Dear johnsmom, I hope you are well.
If you look at their material and work, the anti-psychiatry movement is for people who have been dx’d with MI who are very high functioning. The leaders of this movement are not doctors and do not present treatment models or safe situations for people who are deep in psychosis or depression or mania. They blame anti-psychotics for homelessness and people being jailed, however, the vast majority of people with mental illness who become homeless or go to jail are not in treatment and do not take meds, have never taken meds.
“The fact is you’re talking to a healthy person who thinks they are sick,” says one protestor. “Face your problems head on like a man,” is another quote. If these quotations do not convey prejudice and misunderstanding against people with serious mental illness who need services and supports (whether or not they take medicine), then I don’t know what does.
Serious mental illness, whatever its etiology, sometimes disables people. Medications help some individuals with SMI, not all. Even with effective medication, some remain disabled. This movement does not provide any support for people with serious mental illness; it leaves them homeless and in prison. Millions continue to suffer without social supports. The anti-psychiatry movement does not even propose supports for people who are debilitated or disabled by these illnesses.
I agree with the criticisms of a broken mental health care system (a person waiting 24 hours in an ER), but think what would happen to people with absolutely nowhere to turn during crisis, no ERs or hospitals, nothing. Where would they go? What would they do? They would wind up arrested and put in jail (A person with SMI who is arrested typically spends five times longer in jail than an average person arrested for the exact same crime.) or maybe on the streets or possibly among the ten to fifteen percent of people who die of SMI.
We need a true mental health care system.
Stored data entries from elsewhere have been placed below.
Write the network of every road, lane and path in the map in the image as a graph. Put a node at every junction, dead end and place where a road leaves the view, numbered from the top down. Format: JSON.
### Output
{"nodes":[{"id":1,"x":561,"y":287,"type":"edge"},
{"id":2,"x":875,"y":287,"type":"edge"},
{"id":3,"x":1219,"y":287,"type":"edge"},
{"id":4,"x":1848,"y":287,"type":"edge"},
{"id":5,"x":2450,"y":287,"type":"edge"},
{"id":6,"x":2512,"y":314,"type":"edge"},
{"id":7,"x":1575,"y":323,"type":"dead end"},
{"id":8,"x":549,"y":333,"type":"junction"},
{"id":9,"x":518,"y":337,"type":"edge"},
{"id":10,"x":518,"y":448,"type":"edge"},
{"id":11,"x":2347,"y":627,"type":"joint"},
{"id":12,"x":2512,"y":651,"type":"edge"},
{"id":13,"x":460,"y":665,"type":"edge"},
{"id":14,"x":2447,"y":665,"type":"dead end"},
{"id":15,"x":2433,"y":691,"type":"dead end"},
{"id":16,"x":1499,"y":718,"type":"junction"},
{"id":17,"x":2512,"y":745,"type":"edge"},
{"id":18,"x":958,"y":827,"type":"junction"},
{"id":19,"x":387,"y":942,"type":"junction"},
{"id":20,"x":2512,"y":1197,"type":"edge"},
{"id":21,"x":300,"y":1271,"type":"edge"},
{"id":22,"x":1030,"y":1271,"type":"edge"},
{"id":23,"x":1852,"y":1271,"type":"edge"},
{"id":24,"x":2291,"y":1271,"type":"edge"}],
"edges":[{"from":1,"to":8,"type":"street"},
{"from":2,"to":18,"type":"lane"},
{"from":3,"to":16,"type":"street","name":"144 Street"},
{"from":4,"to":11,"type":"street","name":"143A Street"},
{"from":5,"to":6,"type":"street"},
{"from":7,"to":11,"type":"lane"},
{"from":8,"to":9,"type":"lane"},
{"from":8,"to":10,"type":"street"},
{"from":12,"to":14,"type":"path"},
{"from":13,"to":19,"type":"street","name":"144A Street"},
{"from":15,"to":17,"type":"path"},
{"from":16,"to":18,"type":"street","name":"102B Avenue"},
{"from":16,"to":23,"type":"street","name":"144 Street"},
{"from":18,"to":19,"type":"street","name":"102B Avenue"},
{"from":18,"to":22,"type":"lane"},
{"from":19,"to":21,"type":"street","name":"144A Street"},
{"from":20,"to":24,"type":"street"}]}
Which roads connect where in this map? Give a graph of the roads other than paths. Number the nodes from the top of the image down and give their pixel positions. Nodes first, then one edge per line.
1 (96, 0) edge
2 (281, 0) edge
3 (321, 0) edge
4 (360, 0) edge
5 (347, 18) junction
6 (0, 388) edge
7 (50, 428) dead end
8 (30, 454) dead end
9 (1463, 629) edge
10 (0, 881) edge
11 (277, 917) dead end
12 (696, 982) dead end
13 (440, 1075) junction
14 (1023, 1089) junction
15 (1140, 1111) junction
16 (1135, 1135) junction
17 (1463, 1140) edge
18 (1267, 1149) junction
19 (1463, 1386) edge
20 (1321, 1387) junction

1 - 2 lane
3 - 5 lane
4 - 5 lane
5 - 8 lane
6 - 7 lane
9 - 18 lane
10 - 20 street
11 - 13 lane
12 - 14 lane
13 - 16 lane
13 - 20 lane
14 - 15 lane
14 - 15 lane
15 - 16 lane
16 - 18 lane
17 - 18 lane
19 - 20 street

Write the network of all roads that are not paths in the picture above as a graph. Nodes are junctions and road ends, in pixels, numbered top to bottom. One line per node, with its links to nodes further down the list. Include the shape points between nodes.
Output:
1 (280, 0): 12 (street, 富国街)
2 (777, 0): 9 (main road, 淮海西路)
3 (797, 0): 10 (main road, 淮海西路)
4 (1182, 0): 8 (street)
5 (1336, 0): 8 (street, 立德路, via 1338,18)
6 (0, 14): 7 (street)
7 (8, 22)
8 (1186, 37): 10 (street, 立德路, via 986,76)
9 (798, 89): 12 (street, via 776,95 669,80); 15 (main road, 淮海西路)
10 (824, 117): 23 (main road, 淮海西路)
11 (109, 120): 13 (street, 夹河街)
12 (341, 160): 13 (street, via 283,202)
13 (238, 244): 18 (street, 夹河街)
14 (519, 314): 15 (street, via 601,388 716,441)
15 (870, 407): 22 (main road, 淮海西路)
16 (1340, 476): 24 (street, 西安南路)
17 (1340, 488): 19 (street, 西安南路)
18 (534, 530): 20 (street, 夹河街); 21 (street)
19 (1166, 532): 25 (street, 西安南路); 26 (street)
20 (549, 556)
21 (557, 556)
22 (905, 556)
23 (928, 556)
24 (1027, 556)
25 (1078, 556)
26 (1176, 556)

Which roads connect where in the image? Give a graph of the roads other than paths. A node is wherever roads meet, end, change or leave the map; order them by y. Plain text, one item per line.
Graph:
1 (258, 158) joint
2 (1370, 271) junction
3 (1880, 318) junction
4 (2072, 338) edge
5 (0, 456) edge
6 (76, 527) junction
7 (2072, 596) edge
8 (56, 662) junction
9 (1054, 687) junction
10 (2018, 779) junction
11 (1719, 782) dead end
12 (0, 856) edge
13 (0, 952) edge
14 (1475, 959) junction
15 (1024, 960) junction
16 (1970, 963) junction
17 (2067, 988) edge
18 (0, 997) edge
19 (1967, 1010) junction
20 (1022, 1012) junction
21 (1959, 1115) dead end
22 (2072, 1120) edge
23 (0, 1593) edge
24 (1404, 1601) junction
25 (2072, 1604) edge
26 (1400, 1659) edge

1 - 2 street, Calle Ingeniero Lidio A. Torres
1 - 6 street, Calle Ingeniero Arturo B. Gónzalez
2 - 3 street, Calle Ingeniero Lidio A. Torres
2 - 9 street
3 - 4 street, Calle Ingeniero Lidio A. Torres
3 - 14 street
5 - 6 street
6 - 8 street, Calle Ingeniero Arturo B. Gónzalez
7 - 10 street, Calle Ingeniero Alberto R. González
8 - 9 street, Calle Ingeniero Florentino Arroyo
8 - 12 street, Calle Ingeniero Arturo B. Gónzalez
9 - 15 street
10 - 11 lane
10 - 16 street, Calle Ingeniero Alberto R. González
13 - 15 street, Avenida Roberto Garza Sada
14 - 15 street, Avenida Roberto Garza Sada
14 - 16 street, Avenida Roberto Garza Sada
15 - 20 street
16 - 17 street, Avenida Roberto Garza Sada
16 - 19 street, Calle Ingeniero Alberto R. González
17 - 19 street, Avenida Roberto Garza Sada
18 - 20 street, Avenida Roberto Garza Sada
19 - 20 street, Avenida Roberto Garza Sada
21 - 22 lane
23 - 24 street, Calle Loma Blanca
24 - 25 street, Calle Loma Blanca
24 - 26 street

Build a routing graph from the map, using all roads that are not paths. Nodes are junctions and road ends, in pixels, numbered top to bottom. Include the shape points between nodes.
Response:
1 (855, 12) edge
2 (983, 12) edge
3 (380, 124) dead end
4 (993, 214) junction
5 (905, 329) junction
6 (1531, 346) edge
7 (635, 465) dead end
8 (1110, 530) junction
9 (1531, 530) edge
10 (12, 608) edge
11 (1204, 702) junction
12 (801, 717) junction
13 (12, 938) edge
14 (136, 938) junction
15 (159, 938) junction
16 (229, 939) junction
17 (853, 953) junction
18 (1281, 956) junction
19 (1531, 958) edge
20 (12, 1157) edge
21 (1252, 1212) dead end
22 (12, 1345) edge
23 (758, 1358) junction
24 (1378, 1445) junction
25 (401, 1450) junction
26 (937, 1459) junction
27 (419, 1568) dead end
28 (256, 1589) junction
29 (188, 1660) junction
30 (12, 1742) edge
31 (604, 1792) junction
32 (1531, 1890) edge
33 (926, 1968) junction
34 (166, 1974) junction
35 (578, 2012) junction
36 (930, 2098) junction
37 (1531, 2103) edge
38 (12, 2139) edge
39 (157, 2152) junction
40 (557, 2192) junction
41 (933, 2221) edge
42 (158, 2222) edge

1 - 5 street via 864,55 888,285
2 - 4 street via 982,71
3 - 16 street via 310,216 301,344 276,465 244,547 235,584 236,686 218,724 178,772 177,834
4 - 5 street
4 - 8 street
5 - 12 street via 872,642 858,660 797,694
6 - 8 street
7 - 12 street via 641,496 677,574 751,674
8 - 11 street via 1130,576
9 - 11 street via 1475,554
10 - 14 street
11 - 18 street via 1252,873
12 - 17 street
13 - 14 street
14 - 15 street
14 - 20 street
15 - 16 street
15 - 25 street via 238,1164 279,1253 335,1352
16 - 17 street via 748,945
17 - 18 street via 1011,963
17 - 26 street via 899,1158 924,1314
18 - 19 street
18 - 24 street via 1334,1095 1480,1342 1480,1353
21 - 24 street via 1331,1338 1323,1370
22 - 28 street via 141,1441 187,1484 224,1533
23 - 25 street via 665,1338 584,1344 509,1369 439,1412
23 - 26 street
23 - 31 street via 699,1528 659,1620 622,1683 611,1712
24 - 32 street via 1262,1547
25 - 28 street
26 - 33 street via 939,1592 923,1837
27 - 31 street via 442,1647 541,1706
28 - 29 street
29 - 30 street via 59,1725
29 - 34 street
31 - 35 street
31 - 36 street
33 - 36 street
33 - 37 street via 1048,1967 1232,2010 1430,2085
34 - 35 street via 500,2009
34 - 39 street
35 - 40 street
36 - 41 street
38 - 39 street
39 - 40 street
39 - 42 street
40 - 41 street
I am 100% for the rights of people with mental illness; that is why I wrote what I did – why force people into non-existent treatment? I still think it’s better than nothing. If you look at the statistics and the stories on this site, you will find that there are people whose symptoms compromise their well-being and safety, who have nowhere to go, and are certainly not telling doctors or anyone else they are “sick.” Please think about what really happens in the US when someone has a serious mental illness and no social supports or treatments. Because it happens every single second and none of the anti-psychiatry propaganda accounts for this. Millions of people with untreated mental illness still have it and suffer every day. Less than fifty percent of people with SMI receive treatment, yet those who are untreated/ unsupported do not recover as the anti-psychiatry movement suggests they will.
The anti-psychiatry movement NEVER offers a model or any actual support for people deeply in need of either immediate/ crisis or long-term help. Getting a suicidal person into the hospital against their will is better than letting them die of mental illness, in my opinion.
If you look at the nations that use models like Open Dialogue and other social supports for people with psychosis, you will discover that their national rates of involuntary hospitalization are much higher than the rates in the USA. These nations actually attempt to treat serious mental illness. Once the commitment to treatment/ support happens here, many alternative models will come into being. Ways of supporting individuals who choose not to take medication will be developed and put into place. We need real supports/ real treatment, not further destruction of an already broken system.